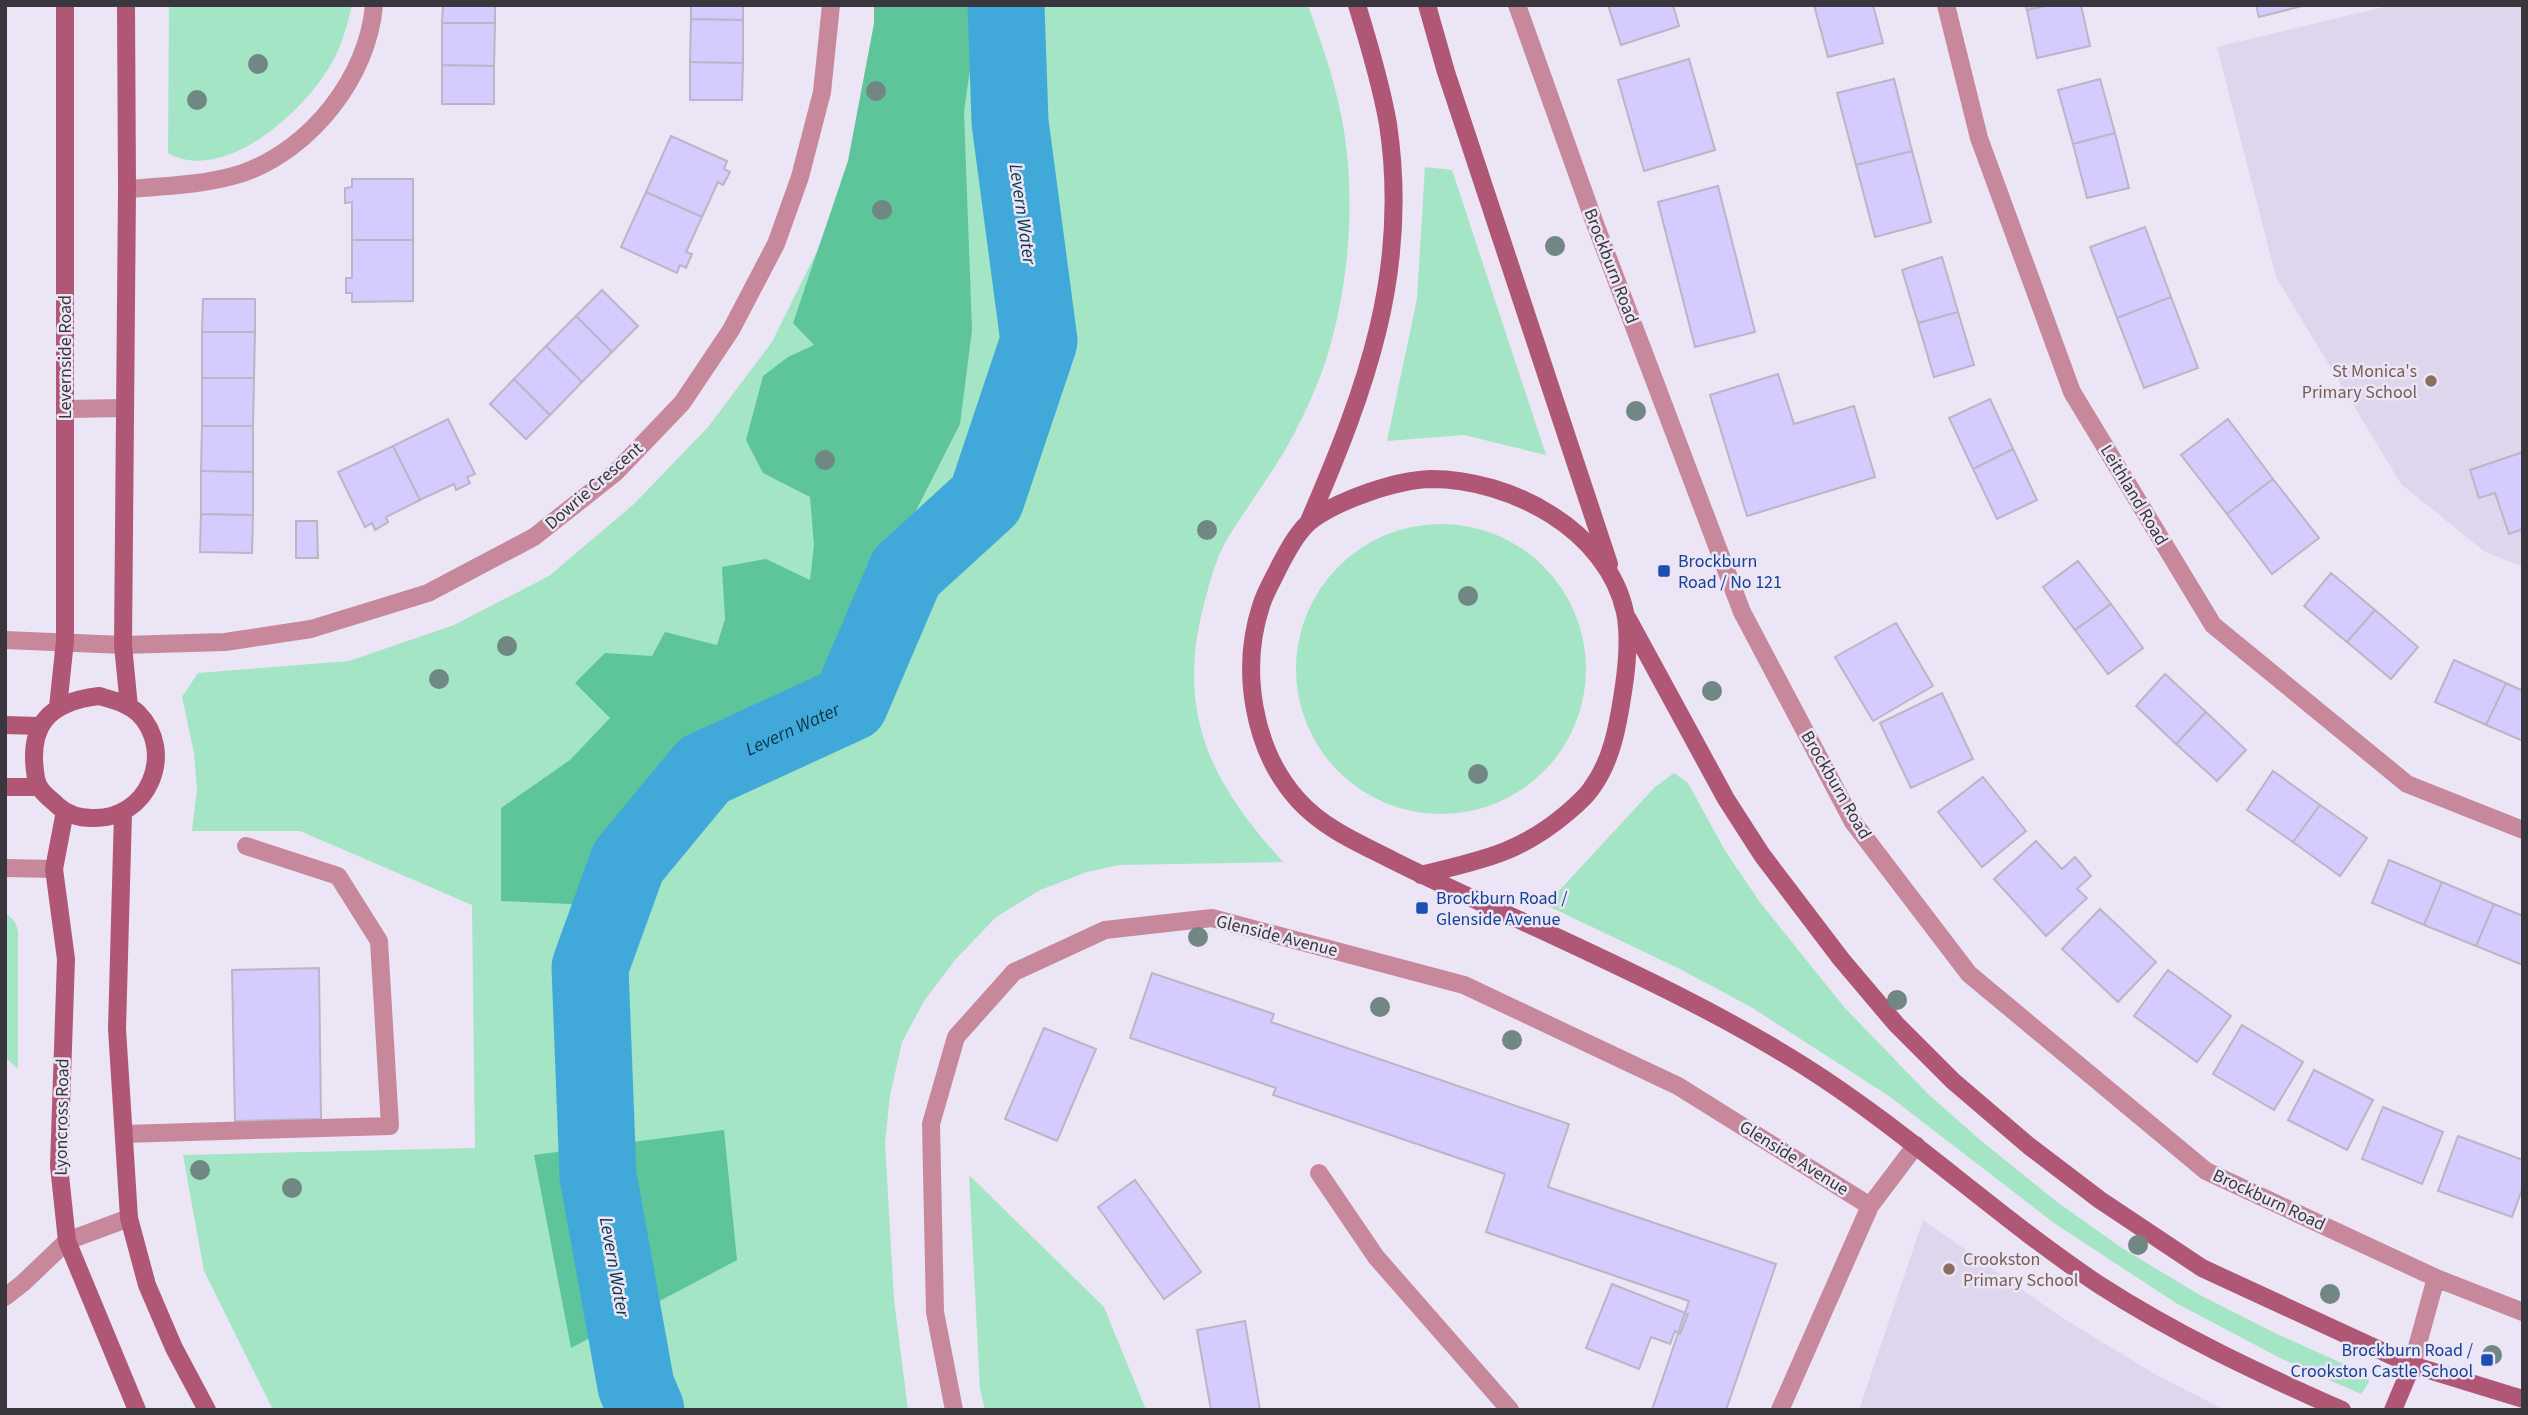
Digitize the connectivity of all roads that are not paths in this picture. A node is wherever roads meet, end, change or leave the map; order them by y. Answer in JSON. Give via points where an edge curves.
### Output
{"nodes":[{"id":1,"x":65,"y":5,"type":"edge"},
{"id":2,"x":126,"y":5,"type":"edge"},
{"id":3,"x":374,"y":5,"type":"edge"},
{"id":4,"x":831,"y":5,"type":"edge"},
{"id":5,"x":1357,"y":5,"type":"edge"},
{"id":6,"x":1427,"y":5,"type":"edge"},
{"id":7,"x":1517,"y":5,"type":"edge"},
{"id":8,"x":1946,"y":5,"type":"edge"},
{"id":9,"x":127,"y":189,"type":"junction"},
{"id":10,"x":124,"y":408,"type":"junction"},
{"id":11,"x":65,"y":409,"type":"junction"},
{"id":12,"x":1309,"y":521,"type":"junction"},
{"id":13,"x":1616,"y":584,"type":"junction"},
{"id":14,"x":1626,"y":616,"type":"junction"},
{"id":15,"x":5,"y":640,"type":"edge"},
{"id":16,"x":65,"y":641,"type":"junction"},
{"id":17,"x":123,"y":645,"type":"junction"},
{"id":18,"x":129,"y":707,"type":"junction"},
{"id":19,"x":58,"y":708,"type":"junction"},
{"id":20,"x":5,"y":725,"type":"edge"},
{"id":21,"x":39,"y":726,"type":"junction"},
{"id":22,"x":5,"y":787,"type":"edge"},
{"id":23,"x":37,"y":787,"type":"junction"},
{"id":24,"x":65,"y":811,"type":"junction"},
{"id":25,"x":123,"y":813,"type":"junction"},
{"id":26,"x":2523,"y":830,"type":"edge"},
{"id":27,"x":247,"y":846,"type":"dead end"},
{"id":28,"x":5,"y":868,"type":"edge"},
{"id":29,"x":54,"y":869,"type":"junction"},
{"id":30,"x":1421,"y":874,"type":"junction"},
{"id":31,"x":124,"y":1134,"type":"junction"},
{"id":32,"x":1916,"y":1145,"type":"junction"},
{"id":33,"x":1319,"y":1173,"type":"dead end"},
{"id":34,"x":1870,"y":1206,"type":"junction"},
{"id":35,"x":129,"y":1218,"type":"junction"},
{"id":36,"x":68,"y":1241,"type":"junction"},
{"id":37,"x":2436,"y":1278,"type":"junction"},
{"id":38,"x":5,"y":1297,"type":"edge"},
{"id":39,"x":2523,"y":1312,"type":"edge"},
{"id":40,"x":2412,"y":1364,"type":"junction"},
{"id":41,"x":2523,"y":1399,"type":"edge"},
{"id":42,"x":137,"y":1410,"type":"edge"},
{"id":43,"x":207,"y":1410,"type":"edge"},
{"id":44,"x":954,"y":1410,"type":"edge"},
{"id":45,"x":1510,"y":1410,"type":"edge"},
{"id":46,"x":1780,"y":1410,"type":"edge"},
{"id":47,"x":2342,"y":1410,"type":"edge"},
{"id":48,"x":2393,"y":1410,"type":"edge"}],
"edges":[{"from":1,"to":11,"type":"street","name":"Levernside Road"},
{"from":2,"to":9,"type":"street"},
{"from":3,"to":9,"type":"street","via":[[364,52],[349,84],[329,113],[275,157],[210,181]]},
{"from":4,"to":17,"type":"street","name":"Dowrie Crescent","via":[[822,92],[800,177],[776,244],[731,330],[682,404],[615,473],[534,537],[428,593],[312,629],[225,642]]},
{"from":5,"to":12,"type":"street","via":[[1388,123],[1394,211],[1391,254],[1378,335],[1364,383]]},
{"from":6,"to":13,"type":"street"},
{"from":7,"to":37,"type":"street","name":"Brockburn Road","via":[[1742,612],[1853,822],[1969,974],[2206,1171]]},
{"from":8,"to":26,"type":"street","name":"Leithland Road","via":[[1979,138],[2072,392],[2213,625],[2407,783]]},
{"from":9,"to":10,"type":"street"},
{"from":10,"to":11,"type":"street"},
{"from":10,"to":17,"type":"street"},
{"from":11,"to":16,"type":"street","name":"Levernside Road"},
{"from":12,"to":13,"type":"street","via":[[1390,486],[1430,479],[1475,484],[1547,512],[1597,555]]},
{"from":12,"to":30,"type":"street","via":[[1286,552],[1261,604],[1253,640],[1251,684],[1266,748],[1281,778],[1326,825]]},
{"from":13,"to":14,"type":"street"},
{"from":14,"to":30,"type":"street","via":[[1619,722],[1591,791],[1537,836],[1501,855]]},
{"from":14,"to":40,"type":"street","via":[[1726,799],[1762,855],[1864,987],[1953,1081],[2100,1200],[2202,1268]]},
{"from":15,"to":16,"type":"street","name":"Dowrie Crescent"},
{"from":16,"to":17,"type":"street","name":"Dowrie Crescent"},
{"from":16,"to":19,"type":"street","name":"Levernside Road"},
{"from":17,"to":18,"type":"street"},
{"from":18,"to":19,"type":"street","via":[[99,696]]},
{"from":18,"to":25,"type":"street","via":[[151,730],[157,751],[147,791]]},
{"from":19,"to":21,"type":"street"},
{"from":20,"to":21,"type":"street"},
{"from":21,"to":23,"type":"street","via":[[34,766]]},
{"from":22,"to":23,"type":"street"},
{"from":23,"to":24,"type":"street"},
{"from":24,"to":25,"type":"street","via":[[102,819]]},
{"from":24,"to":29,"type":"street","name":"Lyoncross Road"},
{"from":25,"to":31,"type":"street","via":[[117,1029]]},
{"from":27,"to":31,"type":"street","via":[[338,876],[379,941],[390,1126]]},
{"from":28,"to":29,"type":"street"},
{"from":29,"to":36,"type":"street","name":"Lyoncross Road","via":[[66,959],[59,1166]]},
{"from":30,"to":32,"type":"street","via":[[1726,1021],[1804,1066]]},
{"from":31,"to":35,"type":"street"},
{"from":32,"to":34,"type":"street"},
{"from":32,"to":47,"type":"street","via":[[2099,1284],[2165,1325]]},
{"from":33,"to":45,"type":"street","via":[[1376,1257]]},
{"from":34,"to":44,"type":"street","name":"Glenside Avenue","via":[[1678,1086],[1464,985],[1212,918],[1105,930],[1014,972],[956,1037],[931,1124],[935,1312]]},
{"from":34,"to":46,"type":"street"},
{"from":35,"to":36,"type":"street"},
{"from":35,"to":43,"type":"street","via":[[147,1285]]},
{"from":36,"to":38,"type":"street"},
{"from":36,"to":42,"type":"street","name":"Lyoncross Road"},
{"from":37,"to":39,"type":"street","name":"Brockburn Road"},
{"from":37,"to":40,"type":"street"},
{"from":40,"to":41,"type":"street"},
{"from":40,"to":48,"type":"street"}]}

### What is needed:
Skip every picture and transcribe the data above exactly.

### Your response:
Digitize the connectivity of all roads that are not paths in this picture. A node is wherever roads meet, end, change or leave the map; order them by y. Answer in JSON. Give via points where an edge curves.
### Output
{"nodes":[{"id":1,"x":65,"y":5,"type":"edge"},
{"id":2,"x":126,"y":5,"type":"edge"},
{"id":3,"x":374,"y":5,"type":"edge"},
{"id":4,"x":831,"y":5,"type":"edge"},
{"id":5,"x":1357,"y":5,"type":"edge"},
{"id":6,"x":1427,"y":5,"type":"edge"},
{"id":7,"x":1517,"y":5,"type":"edge"},
{"id":8,"x":1946,"y":5,"type":"edge"},
{"id":9,"x":127,"y":189,"type":"junction"},
{"id":10,"x":124,"y":408,"type":"junction"},
{"id":11,"x":65,"y":409,"type":"junction"},
{"id":12,"x":1309,"y":521,"type":"junction"},
{"id":13,"x":1616,"y":584,"type":"junction"},
{"id":14,"x":1626,"y":616,"type":"junction"},
{"id":15,"x":5,"y":640,"type":"edge"},
{"id":16,"x":65,"y":641,"type":"junction"},
{"id":17,"x":123,"y":645,"type":"junction"},
{"id":18,"x":129,"y":707,"type":"junction"},
{"id":19,"x":58,"y":708,"type":"junction"},
{"id":20,"x":5,"y":725,"type":"edge"},
{"id":21,"x":39,"y":726,"type":"junction"},
{"id":22,"x":5,"y":787,"type":"edge"},
{"id":23,"x":37,"y":787,"type":"junction"},
{"id":24,"x":65,"y":811,"type":"junction"},
{"id":25,"x":123,"y":813,"type":"junction"},
{"id":26,"x":2523,"y":830,"type":"edge"},
{"id":27,"x":247,"y":846,"type":"dead end"},
{"id":28,"x":5,"y":868,"type":"edge"},
{"id":29,"x":54,"y":869,"type":"junction"},
{"id":30,"x":1421,"y":874,"type":"junction"},
{"id":31,"x":124,"y":1134,"type":"junction"},
{"id":32,"x":1916,"y":1145,"type":"junction"},
{"id":33,"x":1319,"y":1173,"type":"dead end"},
{"id":34,"x":1870,"y":1206,"type":"junction"},
{"id":35,"x":129,"y":1218,"type":"junction"},
{"id":36,"x":68,"y":1241,"type":"junction"},
{"id":37,"x":2436,"y":1278,"type":"junction"},
{"id":38,"x":5,"y":1297,"type":"edge"},
{"id":39,"x":2523,"y":1312,"type":"edge"},
{"id":40,"x":2412,"y":1364,"type":"junction"},
{"id":41,"x":2523,"y":1399,"type":"edge"},
{"id":42,"x":137,"y":1410,"type":"edge"},
{"id":43,"x":207,"y":1410,"type":"edge"},
{"id":44,"x":954,"y":1410,"type":"edge"},
{"id":45,"x":1510,"y":1410,"type":"edge"},
{"id":46,"x":1780,"y":1410,"type":"edge"},
{"id":47,"x":2342,"y":1410,"type":"edge"},
{"id":48,"x":2393,"y":1410,"type":"edge"}],
"edges":[{"from":1,"to":11,"type":"street","name":"Levernside Road"},
{"from":2,"to":9,"type":"street"},
{"from":3,"to":9,"type":"street","via":[[364,52],[349,84],[329,113],[275,157],[210,181]]},
{"from":4,"to":17,"type":"street","name":"Dowrie Crescent","via":[[822,92],[800,177],[776,244],[731,330],[682,404],[615,473],[534,537],[428,593],[312,629],[225,642]]},
{"from":5,"to":12,"type":"street","via":[[1388,123],[1394,211],[1391,254],[1378,335],[1364,383]]},
{"from":6,"to":13,"type":"street"},
{"from":7,"to":37,"type":"street","name":"Brockburn Road","via":[[1742,612],[1853,822],[1969,974],[2206,1171]]},
{"from":8,"to":26,"type":"street","name":"Leithland Road","via":[[1979,138],[2072,392],[2213,625],[2407,783]]},
{"from":9,"to":10,"type":"street"},
{"from":10,"to":11,"type":"street"},
{"from":10,"to":17,"type":"street"},
{"from":11,"to":16,"type":"street","name":"Levernside Road"},
{"from":12,"to":13,"type":"street","via":[[1390,486],[1430,479],[1475,484],[1547,512],[1597,555]]},
{"from":12,"to":30,"type":"street","via":[[1286,552],[1261,604],[1253,640],[1251,684],[1266,748],[1281,778],[1326,825]]},
{"from":13,"to":14,"type":"street"},
{"from":14,"to":30,"type":"street","via":[[1619,722],[1591,791],[1537,836],[1501,855]]},
{"from":14,"to":40,"type":"street","via":[[1726,799],[1762,855],[1864,987],[1953,1081],[2100,1200],[2202,1268]]},
{"from":15,"to":16,"type":"street","name":"Dowrie Crescent"},
{"from":16,"to":17,"type":"street","name":"Dowrie Crescent"},
{"from":16,"to":19,"type":"street","name":"Levernside Road"},
{"from":17,"to":18,"type":"street"},
{"from":18,"to":19,"type":"street","via":[[99,696]]},
{"from":18,"to":25,"type":"street","via":[[151,730],[157,751],[147,791]]},
{"from":19,"to":21,"type":"street"},
{"from":20,"to":21,"type":"street"},
{"from":21,"to":23,"type":"street","via":[[34,766]]},
{"from":22,"to":23,"type":"street"},
{"from":23,"to":24,"type":"street"},
{"from":24,"to":25,"type":"street","via":[[102,819]]},
{"from":24,"to":29,"type":"street","name":"Lyoncross Road"},
{"from":25,"to":31,"type":"street","via":[[117,1029]]},
{"from":27,"to":31,"type":"street","via":[[338,876],[379,941],[390,1126]]},
{"from":28,"to":29,"type":"street"},
{"from":29,"to":36,"type":"street","name":"Lyoncross Road","via":[[66,959],[59,1166]]},
{"from":30,"to":32,"type":"street","via":[[1726,1021],[1804,1066]]},
{"from":31,"to":35,"type":"street"},
{"from":32,"to":34,"type":"street"},
{"from":32,"to":47,"type":"street","via":[[2099,1284],[2165,1325]]},
{"from":33,"to":45,"type":"street","via":[[1376,1257]]},
{"from":34,"to":44,"type":"street","name":"Glenside Avenue","via":[[1678,1086],[1464,985],[1212,918],[1105,930],[1014,972],[956,1037],[931,1124],[935,1312]]},
{"from":34,"to":46,"type":"street"},
{"from":35,"to":36,"type":"street"},
{"from":35,"to":43,"type":"street","via":[[147,1285]]},
{"from":36,"to":38,"type":"street"},
{"from":36,"to":42,"type":"street","name":"Lyoncross Road"},
{"from":37,"to":39,"type":"street","name":"Brockburn Road"},
{"from":37,"to":40,"type":"street"},
{"from":40,"to":41,"type":"street"},
{"from":40,"to":48,"type":"street"}]}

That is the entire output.